Дача приятеля Афанасия Сергеевича находится в Кавголовском садоводстве у озера Хепоярви.
— Как думаете, Афанасий Сергеевич, — спрашиваю историка, повернув по его указанию направо, — ваш друг не мог поинтересоваться, что в тетради?
Афанасий Сергеевич молчал на протяжении всего пути, думая о чем-то своем.
Катю я оставил на базе готовиться к дальней дороге. Согласилась она очень неохотно, и то лишь после того, как я предложил ей смотаться в Питер и купить все, что может понадобиться женщине в дороге. Получив на руки две тысячи долларов, Катя сдалась и осталась ждать, когда ее вызовут на контрольный пункт, откуда пойдет машина, специально для нее выделенная генералом.
— Тетрадь запаяна в полиэтилен и в специальном футляре помещена в мешок с удобрением… — говорит историк. — Мой товарищ об этом не знает, а удобрение оставлено мне на осень. Так что беспокоиться нечего.
Мне приходится признать, что Афанасий Сергеевич поступил как профессиональный конспиратор.
— Вон тот домик с новой крышей, — показывает Сперанский на одноэтажную дачу, сверкающую на солнце новыми оцинкованными листами железа.
Через два дома останавливаю машину. Выбираемся на залитую солнечным светом, пыльную улочку.
Дачники копошатся в грядках на своих участка в шесть соток.
Нас никто не встречает.
— Где же ваш друг? — спрашиваю Афанасия Сергеевича, глядя на закрытую дверь дома.
— Должен был уже приехать… — отвечает историк удивленно. — Обычно он пунктуален. Впрочем, у него нет машины. Возможно, что-то произошло с расписанием электричек.
Проходим в калитку.
— А! Он здесь! Замка на двери нет!.. — радостно восклицает Афанасий Сергеевич, убыстряя шаг. — Или спать завалился, или к соседям пошел поболтать… — объясняет он мне отсутствие встречающих.
Трогаю локтем пистолет за поясом под легкой рубашкой навыпуск. Не нравится мне, когда нужные люди в нужный момент отсутствуют.

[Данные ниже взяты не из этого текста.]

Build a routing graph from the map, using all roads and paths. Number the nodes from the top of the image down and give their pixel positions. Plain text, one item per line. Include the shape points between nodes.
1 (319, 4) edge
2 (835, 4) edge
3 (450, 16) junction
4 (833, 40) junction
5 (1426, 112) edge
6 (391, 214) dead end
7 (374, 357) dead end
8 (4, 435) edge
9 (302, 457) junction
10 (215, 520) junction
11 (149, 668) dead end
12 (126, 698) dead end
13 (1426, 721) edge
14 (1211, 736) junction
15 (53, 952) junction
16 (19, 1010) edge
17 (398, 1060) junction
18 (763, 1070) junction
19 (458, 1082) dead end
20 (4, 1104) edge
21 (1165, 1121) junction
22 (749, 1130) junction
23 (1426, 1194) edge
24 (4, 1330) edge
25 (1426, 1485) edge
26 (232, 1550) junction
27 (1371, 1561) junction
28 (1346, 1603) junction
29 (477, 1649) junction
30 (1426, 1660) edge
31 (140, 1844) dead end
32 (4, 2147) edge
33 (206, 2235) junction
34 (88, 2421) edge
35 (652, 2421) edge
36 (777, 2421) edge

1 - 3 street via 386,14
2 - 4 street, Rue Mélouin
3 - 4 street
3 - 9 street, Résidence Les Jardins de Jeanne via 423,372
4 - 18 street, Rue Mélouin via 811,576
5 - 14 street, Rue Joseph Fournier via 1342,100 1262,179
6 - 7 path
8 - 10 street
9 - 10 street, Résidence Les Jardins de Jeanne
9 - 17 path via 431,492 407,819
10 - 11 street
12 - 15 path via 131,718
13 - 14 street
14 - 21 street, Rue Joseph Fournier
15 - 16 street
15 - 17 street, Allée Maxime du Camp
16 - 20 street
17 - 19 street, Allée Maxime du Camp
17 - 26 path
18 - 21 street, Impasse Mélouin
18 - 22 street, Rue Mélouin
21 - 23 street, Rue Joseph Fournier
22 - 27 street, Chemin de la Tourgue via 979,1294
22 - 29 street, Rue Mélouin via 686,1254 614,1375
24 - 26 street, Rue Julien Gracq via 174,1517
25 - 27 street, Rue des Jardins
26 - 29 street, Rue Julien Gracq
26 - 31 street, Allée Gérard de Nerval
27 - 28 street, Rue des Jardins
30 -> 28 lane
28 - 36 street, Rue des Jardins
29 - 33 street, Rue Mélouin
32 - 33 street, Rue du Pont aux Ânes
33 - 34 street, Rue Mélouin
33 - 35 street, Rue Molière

Историк толкает входную дверь, она легко поддается. Заходим внутрь.
— Всеволод! — кричит историк с порога.
— Я здесь! — доносится голос из дальней комнаты.
Афанасий Сергеевич, улыбаясь, поворачивается ко мне и подмигивает, мол, он же говорил, что его приятель пунктуален.
— Он курит? — тихо спрашиваю историка.
— Нет, но это, наверно, его сосед забегал, тот вечно дымит своим «беломором», — бросает на ходу Афанасий Сергевич, проходя в большую комнату.
В доме пахнет отнюдь не папиросами отечественного производства… Впрочем, кто знает, может, «беломорщик» перешел теперь на «парламент». Приятель Афанасия Сергеевича садит в кресле с книгой. При нашем появлении он встает.
— Здравствуй, Всеволод! — говорит историк, протягивая приятелю руку.
У приятеля вид, мягко говоря, бледный, как будто его уже сутки мучает понос, но Афанасий Сергеевич этого не замечает.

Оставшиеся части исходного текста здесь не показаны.